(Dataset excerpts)
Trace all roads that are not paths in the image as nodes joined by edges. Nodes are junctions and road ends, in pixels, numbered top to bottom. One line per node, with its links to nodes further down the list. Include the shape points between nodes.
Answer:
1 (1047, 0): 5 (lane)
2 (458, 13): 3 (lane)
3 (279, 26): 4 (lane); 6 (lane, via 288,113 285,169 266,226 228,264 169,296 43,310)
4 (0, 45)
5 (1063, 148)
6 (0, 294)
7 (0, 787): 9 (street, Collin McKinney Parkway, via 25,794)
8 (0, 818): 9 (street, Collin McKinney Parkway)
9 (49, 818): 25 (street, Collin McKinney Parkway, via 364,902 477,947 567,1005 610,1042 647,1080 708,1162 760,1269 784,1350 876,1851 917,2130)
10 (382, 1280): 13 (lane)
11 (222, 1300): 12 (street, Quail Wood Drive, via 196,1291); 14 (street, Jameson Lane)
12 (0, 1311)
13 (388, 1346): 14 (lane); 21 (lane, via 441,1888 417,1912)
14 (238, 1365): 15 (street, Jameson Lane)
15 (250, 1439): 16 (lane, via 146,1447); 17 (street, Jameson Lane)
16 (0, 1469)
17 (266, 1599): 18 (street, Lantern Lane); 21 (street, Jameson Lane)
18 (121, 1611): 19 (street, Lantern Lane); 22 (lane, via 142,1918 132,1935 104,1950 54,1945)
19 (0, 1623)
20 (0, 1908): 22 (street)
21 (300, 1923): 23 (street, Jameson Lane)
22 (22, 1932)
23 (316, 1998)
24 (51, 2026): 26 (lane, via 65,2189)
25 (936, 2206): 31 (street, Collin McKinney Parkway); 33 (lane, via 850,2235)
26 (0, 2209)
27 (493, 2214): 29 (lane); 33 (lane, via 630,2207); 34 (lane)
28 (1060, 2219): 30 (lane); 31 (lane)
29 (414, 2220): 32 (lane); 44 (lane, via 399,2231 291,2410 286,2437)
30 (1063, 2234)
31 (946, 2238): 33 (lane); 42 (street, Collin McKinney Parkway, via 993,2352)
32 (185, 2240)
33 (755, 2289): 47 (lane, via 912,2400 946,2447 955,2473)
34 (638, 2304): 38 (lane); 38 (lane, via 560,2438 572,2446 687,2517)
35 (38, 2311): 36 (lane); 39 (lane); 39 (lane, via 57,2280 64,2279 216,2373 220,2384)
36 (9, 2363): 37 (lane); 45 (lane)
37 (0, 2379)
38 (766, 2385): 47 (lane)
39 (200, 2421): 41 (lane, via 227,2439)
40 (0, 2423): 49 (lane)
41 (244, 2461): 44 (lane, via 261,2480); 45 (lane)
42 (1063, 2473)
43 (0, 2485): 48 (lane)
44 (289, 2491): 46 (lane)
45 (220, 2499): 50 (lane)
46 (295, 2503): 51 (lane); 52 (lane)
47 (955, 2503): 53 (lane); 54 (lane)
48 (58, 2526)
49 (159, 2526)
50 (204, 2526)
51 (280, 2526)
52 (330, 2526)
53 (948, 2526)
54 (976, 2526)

Problem description —
Each record must be reproduced exactly. Keep every one.

Result of this task —
Trace all roads that are not paths in the image as nodes joined by edges. Nodes are junctions and road ends, in pixels, numbered top to bottom. One line per node, with its links to nodes further down the list. Include the shape points between nodes.
Answer:
1 (1047, 0): 5 (lane)
2 (458, 13): 3 (lane)
3 (279, 26): 4 (lane); 6 (lane, via 288,113 285,169 266,226 228,264 169,296 43,310)
4 (0, 45)
5 (1063, 148)
6 (0, 294)
7 (0, 787): 9 (street, Collin McKinney Parkway, via 25,794)
8 (0, 818): 9 (street, Collin McKinney Parkway)
9 (49, 818): 25 (street, Collin McKinney Parkway, via 364,902 477,947 567,1005 610,1042 647,1080 708,1162 760,1269 784,1350 876,1851 917,2130)
10 (382, 1280): 13 (lane)
11 (222, 1300): 12 (street, Quail Wood Drive, via 196,1291); 14 (street, Jameson Lane)
12 (0, 1311)
13 (388, 1346): 14 (lane); 21 (lane, via 441,1888 417,1912)
14 (238, 1365): 15 (street, Jameson Lane)
15 (250, 1439): 16 (lane, via 146,1447); 17 (street, Jameson Lane)
16 (0, 1469)
17 (266, 1599): 18 (street, Lantern Lane); 21 (street, Jameson Lane)
18 (121, 1611): 19 (street, Lantern Lane); 22 (lane, via 142,1918 132,1935 104,1950 54,1945)
19 (0, 1623)
20 (0, 1908): 22 (street)
21 (300, 1923): 23 (street, Jameson Lane)
22 (22, 1932)
23 (316, 1998)
24 (51, 2026): 26 (lane, via 65,2189)
25 (936, 2206): 31 (street, Collin McKinney Parkway); 33 (lane, via 850,2235)
26 (0, 2209)
27 (493, 2214): 29 (lane); 33 (lane, via 630,2207); 34 (lane)
28 (1060, 2219): 30 (lane); 31 (lane)
29 (414, 2220): 32 (lane); 44 (lane, via 399,2231 291,2410 286,2437)
30 (1063, 2234)
31 (946, 2238): 33 (lane); 42 (street, Collin McKinney Parkway, via 993,2352)
32 (185, 2240)
33 (755, 2289): 47 (lane, via 912,2400 946,2447 955,2473)
34 (638, 2304): 38 (lane); 38 (lane, via 560,2438 572,2446 687,2517)
35 (38, 2311): 36 (lane); 39 (lane); 39 (lane, via 57,2280 64,2279 216,2373 220,2384)
36 (9, 2363): 37 (lane); 45 (lane)
37 (0, 2379)
38 (766, 2385): 47 (lane)
39 (200, 2421): 41 (lane, via 227,2439)
40 (0, 2423): 49 (lane)
41 (244, 2461): 44 (lane, via 261,2480); 45 (lane)
42 (1063, 2473)
43 (0, 2485): 48 (lane)
44 (289, 2491): 46 (lane)
45 (220, 2499): 50 (lane)
46 (295, 2503): 51 (lane); 52 (lane)
47 (955, 2503): 53 (lane); 54 (lane)
48 (58, 2526)
49 (159, 2526)
50 (204, 2526)
51 (280, 2526)
52 (330, 2526)
53 (948, 2526)
54 (976, 2526)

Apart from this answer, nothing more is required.